# [DIRECTIONS FOR THIS TASK]
The output must contain exactly the lines from the top of the listing below through the line containing "ctx.fillRect(0, 0, 1114, 2557);", and no pictures.

# [SOURCE DATA]
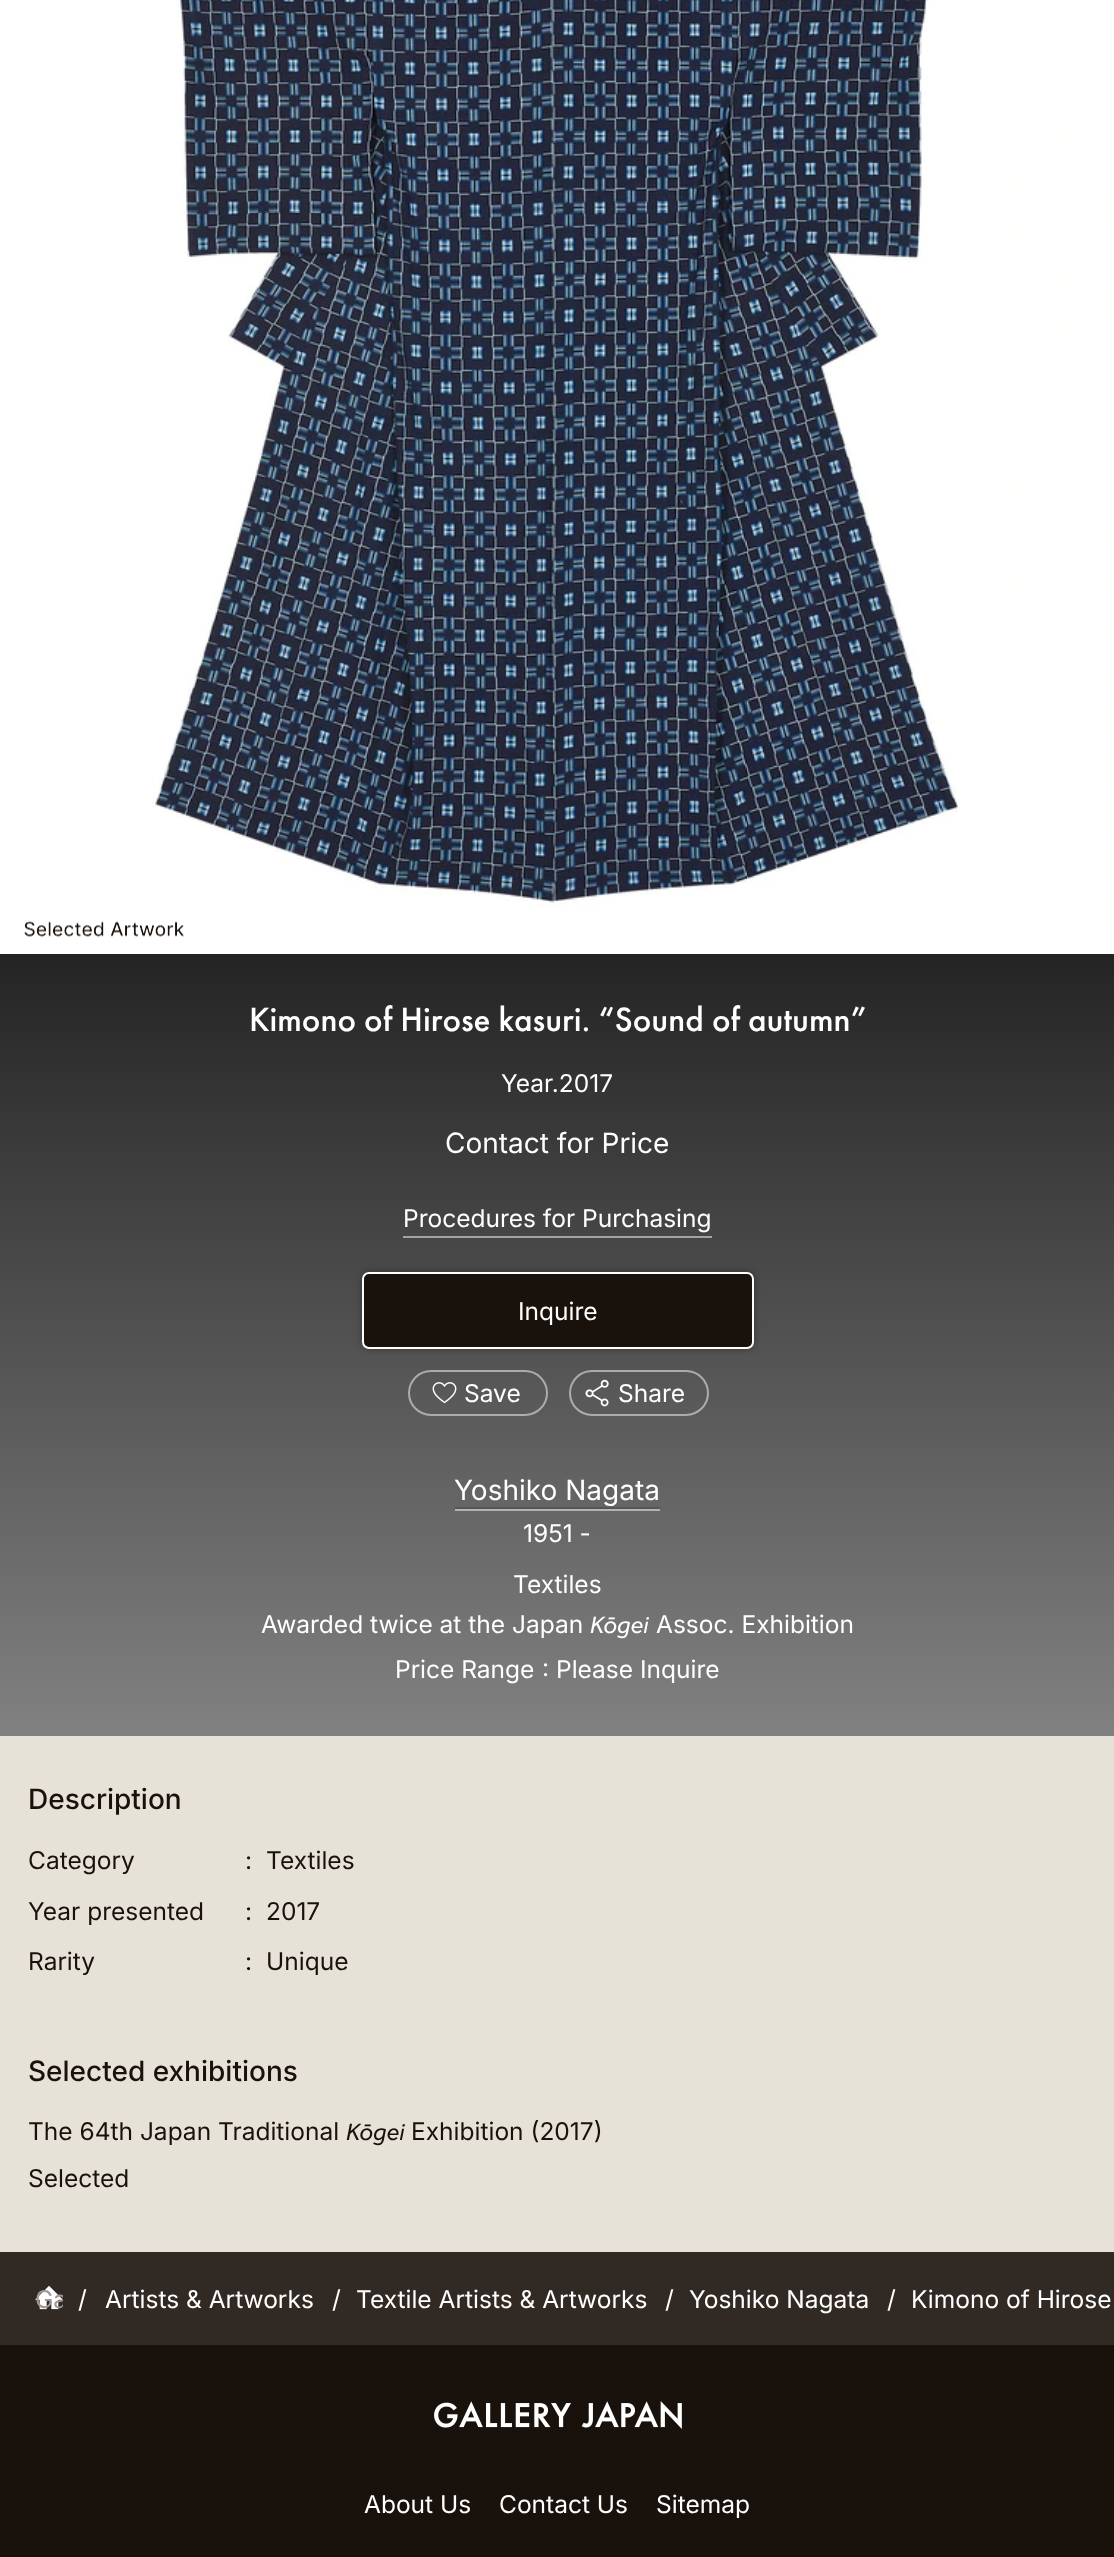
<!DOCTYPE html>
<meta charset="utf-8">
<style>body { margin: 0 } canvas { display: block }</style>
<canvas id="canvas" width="1114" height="2557"></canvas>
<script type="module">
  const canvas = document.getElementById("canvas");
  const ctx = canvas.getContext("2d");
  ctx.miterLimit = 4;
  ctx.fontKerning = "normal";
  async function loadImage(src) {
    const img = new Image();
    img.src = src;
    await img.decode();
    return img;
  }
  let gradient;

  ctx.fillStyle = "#e6e2d8";
  ctx.fillRect(0, 0, 1114, 2557);
  ctx.drawImage(await loadImage("img1.png"), 0, 0, 1114, 954);
  ctx.drawImage(await loadImage("img2.png"), 24, 921, 160, 16);
  gradient = ctx.createLinearGradient(557, 954, 557, 1736);
  gradient.addColorStop(0, "#242424");
  gradient.addColorStop(1, "#818181");
  ctx.fillStyle = gradient;
  ctx.fillRect(0, 954, 1114, 782);
  ctx.font = "500 35px Futura PT";
  ctx.fillStyle = "#ffffff";
  ctx.fillText("Kimono of Hirose kasuri. “Sound of autumn”", 249, 1031);
  ctx.font = "24.5px Inter";
  ctx.fillText("Year.2017", 501, 1092);
  ctx.font = "28px Inter";
  ctx.fillText("Contact for Price", 445, 1153);
  ctx.fillStyle = "#a3a3a3";
  ctx.fillRect(403, 1236, 309, 2);
  ctx.font = "24.5px Inter";
  ctx.fillStyle = "#ffffff";
  ctx.fillText("Procedures for Purchasing", 403, 1227);
  ctx.fillStyle = "rgba(0, 0, 0, 0.34)";
  ctx.filter = "blur(3.5px)";
  ctx.beginPath();
  ctx.roundRect(362, 1272, 392, 77, 7);
  ctx.fill();
  ctx.filter = "none";
  ctx.fillStyle = "#19110b";
  ctx.beginPath();
  ctx.roundRect(363, 1273, 390, 75, 6);
  ctx.fill();
  ctx.strokeStyle = "#ffffff";
  ctx.lineWidth = 2;
  ctx.stroke();
  ctx.fillStyle = "#ffffff";
  ctx.fillText("Inquire", 518, 1320);
  ctx.beginPath();
  ctx.roundRect(409, 1371, 138, 44, 22);
  ctx.strokeStyle = "rgba(255, 255, 255, 0.5)";
  ctx.stroke();
  ctx.drawImage(await loadImage("img3.png"), 432, 1382, 25, 22);
  ctx.fillText("Save", 464, 1402);
  ctx.drawImage(await loadImage("img4.png"), 585, 1379, 24, 28);
  ctx.beginPath();
  ctx.roundRect(570, 1371, 138, 44, 22);
  ctx.stroke();
  ctx.fillText("Share", 618, 1402);
  ctx.font = "28px Inter";
  ctx.fillText("Yoshiko Nagata", 454, 1500);
  ctx.fillStyle = "#565656";
  ctx.fillRect(455, 1507, 205, 2);
  ctx.fillStyle = "#b3b3b3";
  ctx.fillRect(455, 1509, 205, 2);
  ctx.font = "24.5px Inter";
  ctx.fillStyle = "#ffffff";
  ctx.fillText("1951 -", 523, 1542);
  ctx.fillText("Textiles", 513, 1593);
  ctx.fillText("Awarded twice at the Japan", 261, 1633);
  ctx.font = "italic 24.5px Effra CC";
  ctx.fillText("Kōgei", 590, 1633);
  ctx.font = "24.5px Inter";
  ctx.fillText("Assoc. Exhibition", 656, 1633);
  ctx.fillText("Price Range", 395, 1678);
  ctx.fillText(":", 542, 1676);
  ctx.fillText("Please Inquire", 556, 1678);
  ctx.font = "500 28px Inter";
  ctx.fillStyle = "#19110b";
  ctx.fillText("Description", 28, 1809);
  ctx.font = "24.5px Inter";
  ctx.fillText("Category", 28, 1869);
  ctx.fillText(":", 245, 1869);
  ctx.fillText("Textiles", 266, 1869);
  ctx.fillText("Year presented", 28, 1920);
  ctx.fillText(":", 245, 1920);
  ctx.fillText("2017", 266, 1920);
  ctx.fillText("Rarity", 28, 1970);
  ctx.fillText(":", 245, 1970);
  ctx.fillText("Unique", 266, 1970);
  ctx.font = "500 28px Inter";
  ctx.fillText("Selected exhibitions", 28, 2081);
  ctx.font = "24.5px Inter";
  ctx.fillText("The 64th Japan Traditional", 28, 2140);
  ctx.font = "italic 24.5px Effra CC";
  ctx.fillText("Kōgei", 346, 2140);
  ctx.font = "24.5px Inter";
  ctx.fillText("Exhibition (2017)", 411, 2140);
  ctx.fillText("Selected", 28, 2187);
  ctx.fillRect(0, 2345, 1114, 212);
  ctx.fillStyle = "#302924";
  ctx.fillRect(0, 2252, 1114, 93);
  ctx.drawImage(await loadImage("img5.png"), 35, 2286, 28, 24);
  ctx.save();
  ctx.beginPath();
  ctx.rect(35, 2280, 28, 37);
  ctx.clip();
  ctx.fillStyle = "#9b9895";
  ctx.fillText("Ga", 35, 2308);
  ctx.restore();
  ctx.fillStyle = "#ffffff";
  ctx.fillText("/", 78, 2308);
  ctx.fillText("Artists & Artworks", 105, 2308);
  ctx.fillText("/", 332, 2308);
  ctx.fillText("Textile Artists & Artworks", 356, 2308);
  ctx.fillText("/", 665, 2308);
  ctx.fillText("Yoshiko Nagata", 689, 2308);
  ctx.fillText("/", 887, 2308);
  ctx.fillText("Kimono of Hirose", 911, 2308);
  ctx.drawImage(await loadImage("img6.png"), 434, 2401, 248, 28);
  ctx.fillText("About Us", 364, 2513);
  ctx.fillText("Contact Us", 499, 2513);
  ctx.fillText("Sitemap", 656, 2513);
</script>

# [RESPONSE]
<!DOCTYPE html>
<meta charset="utf-8">
<style>body { margin: 0 } canvas { display: block }</style>
<canvas id="canvas" width="1114" height="2557"></canvas>
<script type="module">
  const canvas = document.getElementById("canvas");
  const ctx = canvas.getContext("2d");
  ctx.miterLimit = 4;
  ctx.fontKerning = "normal";
  async function loadImage(src) {
    const img = new Image();
    img.src = src;
    await img.decode();
    return img;
  }
  let gradient;

  ctx.fillStyle = "#e6e2d8";
  ctx.fillRect(0, 0, 1114, 2557);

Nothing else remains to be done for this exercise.